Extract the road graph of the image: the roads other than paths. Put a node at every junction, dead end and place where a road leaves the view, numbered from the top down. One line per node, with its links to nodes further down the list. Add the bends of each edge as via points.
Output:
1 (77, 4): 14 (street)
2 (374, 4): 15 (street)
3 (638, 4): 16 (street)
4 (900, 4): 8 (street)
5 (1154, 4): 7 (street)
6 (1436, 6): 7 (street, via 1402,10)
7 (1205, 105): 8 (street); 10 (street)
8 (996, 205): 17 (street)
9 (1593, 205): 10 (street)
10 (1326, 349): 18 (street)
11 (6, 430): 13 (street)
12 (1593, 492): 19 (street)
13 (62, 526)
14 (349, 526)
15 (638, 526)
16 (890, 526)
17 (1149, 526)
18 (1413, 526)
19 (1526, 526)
* * *
All of the material above should be set down again, unaltered.

Extract the road graph of the image: the roads other than paths. Put a node at every junction, dead end and place where a road leaves the view, numbered from the top down. One line per node, with its links to nodes further down the list. Add the bends of each edge as via points.
Output:
1 (77, 4): 14 (street)
2 (374, 4): 15 (street)
3 (638, 4): 16 (street)
4 (900, 4): 8 (street)
5 (1154, 4): 7 (street)
6 (1436, 6): 7 (street, via 1402,10)
7 (1205, 105): 8 (street); 10 (street)
8 (996, 205): 17 (street)
9 (1593, 205): 10 (street)
10 (1326, 349): 18 (street)
11 (6, 430): 13 (street)
12 (1593, 492): 19 (street)
13 (62, 526)
14 (349, 526)
15 (638, 526)
16 (890, 526)
17 (1149, 526)
18 (1413, 526)
19 (1526, 526)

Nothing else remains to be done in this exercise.